§ TASK TO COMPLETE
Each line of the listing that includes the string "Aikenhead" needs to be located and copied.

++++++++

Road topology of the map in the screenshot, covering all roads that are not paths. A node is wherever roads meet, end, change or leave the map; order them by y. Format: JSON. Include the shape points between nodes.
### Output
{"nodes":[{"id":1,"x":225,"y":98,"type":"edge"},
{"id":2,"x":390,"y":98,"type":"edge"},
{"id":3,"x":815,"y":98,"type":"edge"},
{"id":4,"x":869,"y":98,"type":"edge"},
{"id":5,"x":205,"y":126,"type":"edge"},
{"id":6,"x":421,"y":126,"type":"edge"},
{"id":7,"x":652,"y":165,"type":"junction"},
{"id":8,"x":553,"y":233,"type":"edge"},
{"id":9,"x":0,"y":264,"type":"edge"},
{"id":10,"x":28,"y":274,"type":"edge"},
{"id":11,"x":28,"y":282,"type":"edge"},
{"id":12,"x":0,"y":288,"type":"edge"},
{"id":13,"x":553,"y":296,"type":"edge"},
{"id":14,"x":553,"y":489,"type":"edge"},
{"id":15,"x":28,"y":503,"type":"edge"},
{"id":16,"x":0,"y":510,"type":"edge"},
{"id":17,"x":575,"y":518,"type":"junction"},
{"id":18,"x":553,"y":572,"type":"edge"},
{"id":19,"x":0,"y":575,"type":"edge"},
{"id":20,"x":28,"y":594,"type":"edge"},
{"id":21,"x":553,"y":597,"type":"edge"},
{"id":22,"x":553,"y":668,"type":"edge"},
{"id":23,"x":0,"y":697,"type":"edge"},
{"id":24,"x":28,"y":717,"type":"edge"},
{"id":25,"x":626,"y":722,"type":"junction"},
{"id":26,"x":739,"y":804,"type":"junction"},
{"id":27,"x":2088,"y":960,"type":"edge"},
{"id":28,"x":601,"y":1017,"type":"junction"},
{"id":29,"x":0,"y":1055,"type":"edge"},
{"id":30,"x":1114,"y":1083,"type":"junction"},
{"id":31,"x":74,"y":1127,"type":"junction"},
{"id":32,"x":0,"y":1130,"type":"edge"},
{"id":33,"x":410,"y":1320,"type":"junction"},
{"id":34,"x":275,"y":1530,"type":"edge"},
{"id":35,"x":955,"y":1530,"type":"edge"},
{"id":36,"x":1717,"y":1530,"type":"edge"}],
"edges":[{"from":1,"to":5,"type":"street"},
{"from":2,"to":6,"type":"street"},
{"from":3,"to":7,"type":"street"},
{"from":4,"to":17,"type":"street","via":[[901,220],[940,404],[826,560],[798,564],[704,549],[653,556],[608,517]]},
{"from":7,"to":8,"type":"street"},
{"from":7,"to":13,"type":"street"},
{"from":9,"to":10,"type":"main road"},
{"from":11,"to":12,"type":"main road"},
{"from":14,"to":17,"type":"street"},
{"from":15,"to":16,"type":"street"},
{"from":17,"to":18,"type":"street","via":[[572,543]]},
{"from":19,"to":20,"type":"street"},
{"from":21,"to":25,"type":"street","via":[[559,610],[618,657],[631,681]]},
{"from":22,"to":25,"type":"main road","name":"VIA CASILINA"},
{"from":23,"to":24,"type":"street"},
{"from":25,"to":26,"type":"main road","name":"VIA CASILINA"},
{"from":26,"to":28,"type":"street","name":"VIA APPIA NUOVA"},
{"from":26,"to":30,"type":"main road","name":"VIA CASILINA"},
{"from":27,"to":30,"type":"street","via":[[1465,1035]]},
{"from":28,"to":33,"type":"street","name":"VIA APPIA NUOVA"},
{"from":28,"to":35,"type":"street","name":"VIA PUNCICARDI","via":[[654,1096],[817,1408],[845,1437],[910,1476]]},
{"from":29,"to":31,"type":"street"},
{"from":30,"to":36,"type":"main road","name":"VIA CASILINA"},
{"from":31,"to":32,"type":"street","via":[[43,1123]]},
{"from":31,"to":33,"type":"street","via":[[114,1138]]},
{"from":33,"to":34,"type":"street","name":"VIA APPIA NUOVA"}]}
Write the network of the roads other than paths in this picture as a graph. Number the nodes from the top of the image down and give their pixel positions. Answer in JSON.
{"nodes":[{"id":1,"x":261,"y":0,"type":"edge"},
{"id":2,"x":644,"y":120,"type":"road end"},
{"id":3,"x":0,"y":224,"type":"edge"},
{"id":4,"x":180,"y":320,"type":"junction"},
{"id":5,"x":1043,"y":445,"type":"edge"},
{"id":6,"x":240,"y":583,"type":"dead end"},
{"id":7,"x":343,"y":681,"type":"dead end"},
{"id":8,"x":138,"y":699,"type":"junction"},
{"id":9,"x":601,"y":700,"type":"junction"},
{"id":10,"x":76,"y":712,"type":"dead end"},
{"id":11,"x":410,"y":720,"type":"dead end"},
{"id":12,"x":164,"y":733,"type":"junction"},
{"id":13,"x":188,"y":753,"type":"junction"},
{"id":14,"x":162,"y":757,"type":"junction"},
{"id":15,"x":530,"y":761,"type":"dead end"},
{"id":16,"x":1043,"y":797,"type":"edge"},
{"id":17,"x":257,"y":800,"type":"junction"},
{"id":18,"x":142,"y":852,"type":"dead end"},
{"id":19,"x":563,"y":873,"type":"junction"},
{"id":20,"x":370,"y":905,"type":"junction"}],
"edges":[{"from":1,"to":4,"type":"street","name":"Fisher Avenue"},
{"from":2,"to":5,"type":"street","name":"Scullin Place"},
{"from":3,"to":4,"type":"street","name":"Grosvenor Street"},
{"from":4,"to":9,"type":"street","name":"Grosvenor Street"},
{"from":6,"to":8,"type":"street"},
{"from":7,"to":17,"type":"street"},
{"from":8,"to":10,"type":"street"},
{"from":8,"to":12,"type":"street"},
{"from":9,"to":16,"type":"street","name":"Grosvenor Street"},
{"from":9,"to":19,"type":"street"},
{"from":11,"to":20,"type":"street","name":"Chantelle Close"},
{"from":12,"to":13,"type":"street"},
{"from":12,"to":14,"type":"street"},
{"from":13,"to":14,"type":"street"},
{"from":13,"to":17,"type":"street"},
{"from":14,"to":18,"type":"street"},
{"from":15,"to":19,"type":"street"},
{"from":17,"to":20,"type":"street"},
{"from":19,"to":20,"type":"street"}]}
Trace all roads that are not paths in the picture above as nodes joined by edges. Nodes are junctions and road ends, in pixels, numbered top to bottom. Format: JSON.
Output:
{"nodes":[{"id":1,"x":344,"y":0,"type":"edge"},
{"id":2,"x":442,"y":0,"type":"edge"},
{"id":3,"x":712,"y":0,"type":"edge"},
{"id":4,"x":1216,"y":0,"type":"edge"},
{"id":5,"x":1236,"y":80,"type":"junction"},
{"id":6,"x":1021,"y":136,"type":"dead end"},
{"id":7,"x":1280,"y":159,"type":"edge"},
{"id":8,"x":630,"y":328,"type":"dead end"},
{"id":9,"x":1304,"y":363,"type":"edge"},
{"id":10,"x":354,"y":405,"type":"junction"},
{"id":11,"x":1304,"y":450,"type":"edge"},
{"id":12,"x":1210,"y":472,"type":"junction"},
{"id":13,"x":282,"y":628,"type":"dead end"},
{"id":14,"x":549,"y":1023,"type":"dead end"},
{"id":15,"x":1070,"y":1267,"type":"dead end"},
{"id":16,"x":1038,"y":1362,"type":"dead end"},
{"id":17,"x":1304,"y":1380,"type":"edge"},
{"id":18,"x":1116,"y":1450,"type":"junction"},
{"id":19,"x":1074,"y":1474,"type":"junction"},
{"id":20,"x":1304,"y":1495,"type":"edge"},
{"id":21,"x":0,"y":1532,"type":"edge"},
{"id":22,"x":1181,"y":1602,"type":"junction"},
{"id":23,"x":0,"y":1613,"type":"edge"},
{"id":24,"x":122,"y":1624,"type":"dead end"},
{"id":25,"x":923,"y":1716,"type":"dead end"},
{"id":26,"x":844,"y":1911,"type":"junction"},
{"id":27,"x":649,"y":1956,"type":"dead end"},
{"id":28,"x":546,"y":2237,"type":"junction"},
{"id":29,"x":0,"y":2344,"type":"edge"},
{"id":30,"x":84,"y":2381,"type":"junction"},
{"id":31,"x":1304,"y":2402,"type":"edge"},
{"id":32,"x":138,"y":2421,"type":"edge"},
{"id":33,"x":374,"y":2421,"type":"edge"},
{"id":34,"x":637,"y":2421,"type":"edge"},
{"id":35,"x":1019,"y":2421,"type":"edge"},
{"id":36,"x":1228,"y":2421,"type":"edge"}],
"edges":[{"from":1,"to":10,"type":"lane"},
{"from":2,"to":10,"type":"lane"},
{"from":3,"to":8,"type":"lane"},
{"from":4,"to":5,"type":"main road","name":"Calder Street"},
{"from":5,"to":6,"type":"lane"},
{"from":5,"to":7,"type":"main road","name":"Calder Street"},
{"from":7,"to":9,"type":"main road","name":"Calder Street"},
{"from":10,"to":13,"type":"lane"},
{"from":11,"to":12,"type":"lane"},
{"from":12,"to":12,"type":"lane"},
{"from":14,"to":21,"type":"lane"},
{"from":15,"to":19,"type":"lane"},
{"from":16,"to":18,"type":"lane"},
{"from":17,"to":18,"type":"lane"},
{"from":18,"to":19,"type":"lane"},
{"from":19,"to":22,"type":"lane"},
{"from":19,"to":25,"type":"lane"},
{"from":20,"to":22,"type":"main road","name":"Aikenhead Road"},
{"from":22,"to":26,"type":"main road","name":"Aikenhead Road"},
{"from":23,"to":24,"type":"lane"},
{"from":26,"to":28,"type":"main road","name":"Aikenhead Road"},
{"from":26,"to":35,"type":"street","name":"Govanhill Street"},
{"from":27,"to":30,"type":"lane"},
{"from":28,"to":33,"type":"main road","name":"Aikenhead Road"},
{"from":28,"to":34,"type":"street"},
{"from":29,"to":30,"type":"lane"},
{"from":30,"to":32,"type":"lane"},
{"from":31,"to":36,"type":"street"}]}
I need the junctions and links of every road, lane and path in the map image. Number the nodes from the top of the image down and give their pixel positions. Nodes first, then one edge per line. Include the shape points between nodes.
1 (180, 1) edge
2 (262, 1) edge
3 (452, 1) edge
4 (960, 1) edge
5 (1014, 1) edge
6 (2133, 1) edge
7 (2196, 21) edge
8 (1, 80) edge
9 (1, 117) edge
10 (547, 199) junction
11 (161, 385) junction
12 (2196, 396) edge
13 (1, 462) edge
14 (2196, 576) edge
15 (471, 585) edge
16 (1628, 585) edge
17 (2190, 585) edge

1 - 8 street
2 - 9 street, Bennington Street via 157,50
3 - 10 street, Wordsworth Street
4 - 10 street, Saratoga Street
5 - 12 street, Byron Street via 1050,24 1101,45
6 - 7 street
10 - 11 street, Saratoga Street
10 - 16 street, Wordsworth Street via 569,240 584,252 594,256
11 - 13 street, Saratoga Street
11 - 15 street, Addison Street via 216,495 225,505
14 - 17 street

++++++++

§ ANSWER FOR THE TASK
{"from":20,"to":22,"type":"main road","name":"Aikenhead Road"},
{"from":22,"to":26,"type":"main road","name":"Aikenhead Road"},
{"from":26,"to":28,"type":"main road","name":"Aikenhead Road"},
{"from":28,"to":33,"type":"main road","name":"Aikenhead Road"},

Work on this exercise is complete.